The economic freedom and screen quota
DOI:
https://doi.org/10.24862/rcdu.v14i2.1689Abstract
The article objective to analyze the mechanism of the economic obligation to exhibit brazilian cinematographic audiovisual works, as an instrument of prestige to national culture, apparently confrontation for economic freedom and free enterprise. The analysis will include an exposition of the provision of the constitutional text referred to in art. 170, which advocates the economy in the Democratic State, following the principles related to the economic branch with reflection on postal freedoms, the portrait of the adequacy even and even of the constitutional order of intervention, through the granting of constitutional freedom to intervention by the Federal Supreme Court on the subject of screen quota, operated by Provisional Measure nº. 2.228-1, of September 6, 2001, which established a period of twenty years, as of September 5, 2001, the reserve of an annual percentage of Brazilian cinematographic and videophonographic works among its titles, obliging to launch them commercially. As the realization of the guarantee of the full exercise of cultural rights and access to the sources of national culture, the promotion of state intervention touches the effective access to culture, even because it represents a transindividual aspect, insofar as everyone holds the Mas with individualizable legislation, but with individualizable authorization, the culture is experimentally distinct for each person and, that the measure comes from the same guarantee of recognition of the legislator's promise of prestige to a certain extent the national culture, coexisting the legal commandment with economic freedom and free enterprise . So is the present work that aims to seek the aesthetics of constitutionality, in order to provoke legislation on the issue of the subject, even more to find in a federal project of processing in the Legislative Power of similarity.
Downloads
Downloads
Published
How to Cite
Issue
Section
License
Copyright (c) 2023 The UNIFOR Law Course Journal

This work is licensed under a Creative Commons Attribution 4.0 International License.

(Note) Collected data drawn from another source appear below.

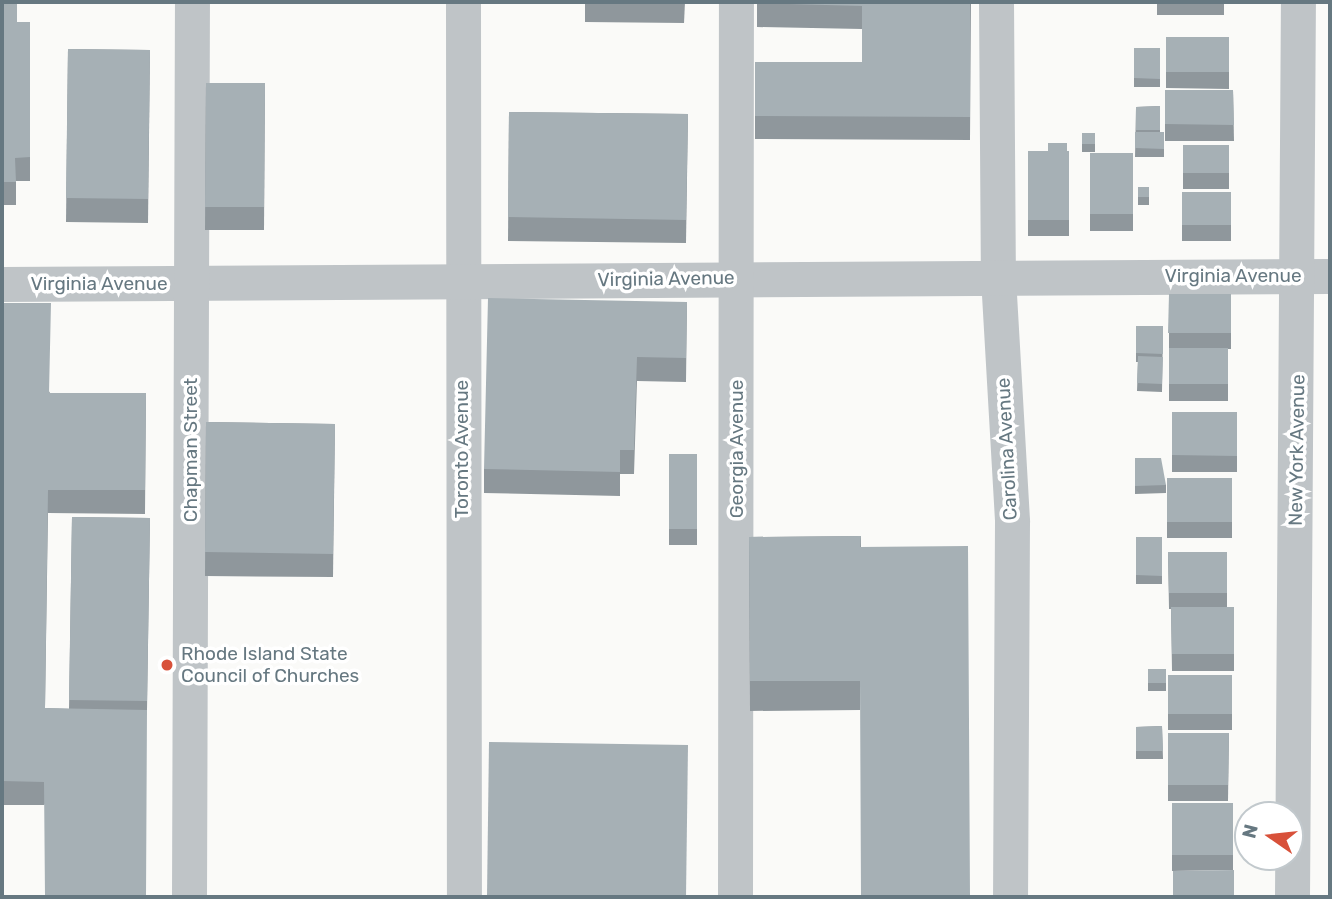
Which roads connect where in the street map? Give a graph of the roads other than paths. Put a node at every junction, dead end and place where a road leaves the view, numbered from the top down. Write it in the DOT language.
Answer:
graph roads {
  1 [pos="192,2"];
  2 [pos="463,2"];
  3 [pos="736,2"];
  4 [pos="996,2"];
  5 [pos="1298,2"];
  6 [pos="1315,276"];
  7 [pos="998,277"];
  8 [pos="737,278"];
  9 [pos="461,282"];
  10 [pos="2,284"];
  11 [pos="191,285"];
  12 [pos="189,897"];
  13 [pos="464,897"];
  14 [pos="735,897"];
  15 [pos="1010,897"];
  16 [pos="1292,897"];
  1 -- 11 [label="street, Chapman Street"];
  2 -- 9 [label="street, Toronto Avenue"];
  3 -- 8 [label="street, Georgia Avenue"];
  4 -- 7 [label="street, Carolina Avenue"];
  5 -- 6 [label="street, New York Avenue"];
  6 -- 7 [label="street, Virginia Avenue"];
  6 -- 16 [label="street, New York Avenue"];
  7 -- 8 [label="street, Virginia Avenue"];
  7 -- 15 [label="street, Carolina Avenue"];
  8 -- 9 [label="street, Virginia Avenue"];
  8 -- 14 [label="street, Georgia Avenue"];
  9 -- 11 [label="street, Virginia Avenue"];
  9 -- 13 [label="street, Toronto Avenue"];
  10 -- 11 [label="street, Virginia Avenue"];
  11 -- 12 [label="street, Chapman Street"];
}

The author grants to the journal their copyright and first publication rights, with work licensed under a Creative Commons Attribution 4.0 - International license that allows the sharing of work with acknowledgment of authorship and initial publication in this journal.
Through the Creative Commons CC BY License adopted by the magazine, the author transfers the copyright and publication rights of the article to the magazine. This license allows others to distribute, remix, adapt, create from your work, even for commercial purposes, provided they give you due credit for the original creation.
More information about the adopted license can be obtained by clicking on the Creative Commons link above.